Search code examples
pythonnumpyscipy

How do I label features in an array by their size?


I have a 2D boolean numpy array, mask:

array([[False, False, False,  True,  True, False, False, False],
       [ True,  True,  True, False,  True, False, False, False],
       [False, False,  True, False, False,  True, False,  True],
       [ True, False, False, False,  True,  True, False, False]])

mask was generated by:

np.random.seed(43210)
mask = (np.random.rand(4,8)>0.7)

I visualize mask via:

plt.pcolormesh(mask)
plt.gca().invert_yaxis()
plt.gca().set_aspect('equal')

Result:

enter image description here

I use scipy.ndimage.label to label the features, ie sections of neighbouring True elements in the array.

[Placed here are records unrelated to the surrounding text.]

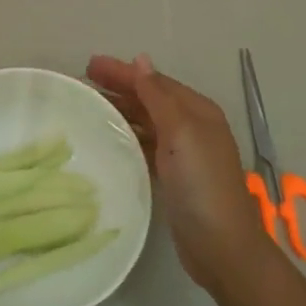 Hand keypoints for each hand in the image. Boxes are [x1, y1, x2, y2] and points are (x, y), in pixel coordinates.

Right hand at [86, 53, 271, 295]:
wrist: (221, 246)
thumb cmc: (201, 183)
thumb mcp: (181, 132)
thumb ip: (158, 96)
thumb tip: (142, 59)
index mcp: (197, 110)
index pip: (154, 82)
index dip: (123, 72)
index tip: (89, 64)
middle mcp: (192, 126)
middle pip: (149, 99)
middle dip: (119, 87)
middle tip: (83, 80)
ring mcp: (183, 153)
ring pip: (146, 121)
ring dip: (120, 111)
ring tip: (88, 106)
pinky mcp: (173, 176)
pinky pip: (145, 145)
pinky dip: (127, 136)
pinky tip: (107, 139) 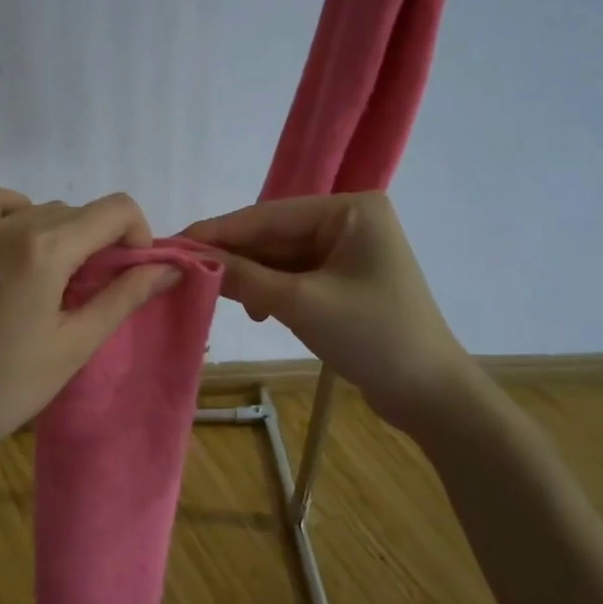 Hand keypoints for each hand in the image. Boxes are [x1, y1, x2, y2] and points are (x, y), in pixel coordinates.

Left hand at [0, 186, 180, 463]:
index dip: (139, 236)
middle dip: (105, 243)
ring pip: (43, 209)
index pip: (115, 210)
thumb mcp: (74, 345)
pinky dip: (19, 212)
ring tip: (63, 281)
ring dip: (67, 233)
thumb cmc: (5, 386)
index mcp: (45, 249)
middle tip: (101, 294)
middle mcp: (12, 226)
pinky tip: (23, 247)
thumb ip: (123, 298)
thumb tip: (170, 268)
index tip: (135, 274)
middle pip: (81, 212)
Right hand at [182, 192, 474, 422]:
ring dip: (250, 277)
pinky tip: (254, 309)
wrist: (429, 394)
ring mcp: (348, 250)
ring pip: (281, 257)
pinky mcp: (344, 280)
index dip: (219, 231)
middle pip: (274, 235)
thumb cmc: (372, 336)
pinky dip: (270, 290)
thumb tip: (190, 260)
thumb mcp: (301, 303)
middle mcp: (350, 220)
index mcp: (350, 209)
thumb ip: (244, 277)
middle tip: (182, 271)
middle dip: (233, 256)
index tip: (173, 243)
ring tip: (215, 296)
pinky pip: (295, 275)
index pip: (268, 215)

label, num_features = scipy.ndimage.label(mask)

label is then:

array([[0, 0, 0, 1, 1, 0, 0, 0],
       [2, 2, 2, 0, 1, 0, 0, 0],
       [0, 0, 2, 0, 0, 3, 0, 4],
       [5, 0, 0, 0, 3, 3, 0, 0]], dtype=int32)

visualization:

enter image description here

However, I would like to have an array where the features are marked by an number showing the size of the feature. I achieve this by:

newlabel = np.zeros(label.shape)
for i in range(1,num_features+1): # works but very slow
    newlabel[label==i]=sum((label==i).flatten())

newlabel is then:

array([[0., 0., 0., 3., 3., 0., 0., 0.],
       [4., 4., 4., 0., 3., 0., 0., 0.],
       [0., 0., 4., 0., 0., 3., 0., 1.],
       [1., 0., 0., 0., 3., 3., 0., 0.]])

visualization:

enter image description here

This result above (the newlabel array) is correct, this is what I want. The features with only 1 pixel are marked by 1. (blue squares in the visualization). Features with 3 pixels are marked by 3. (green shapes on plot), while the feature with 4 pixels are marked by 4. in newlabel (yellow shape on plot).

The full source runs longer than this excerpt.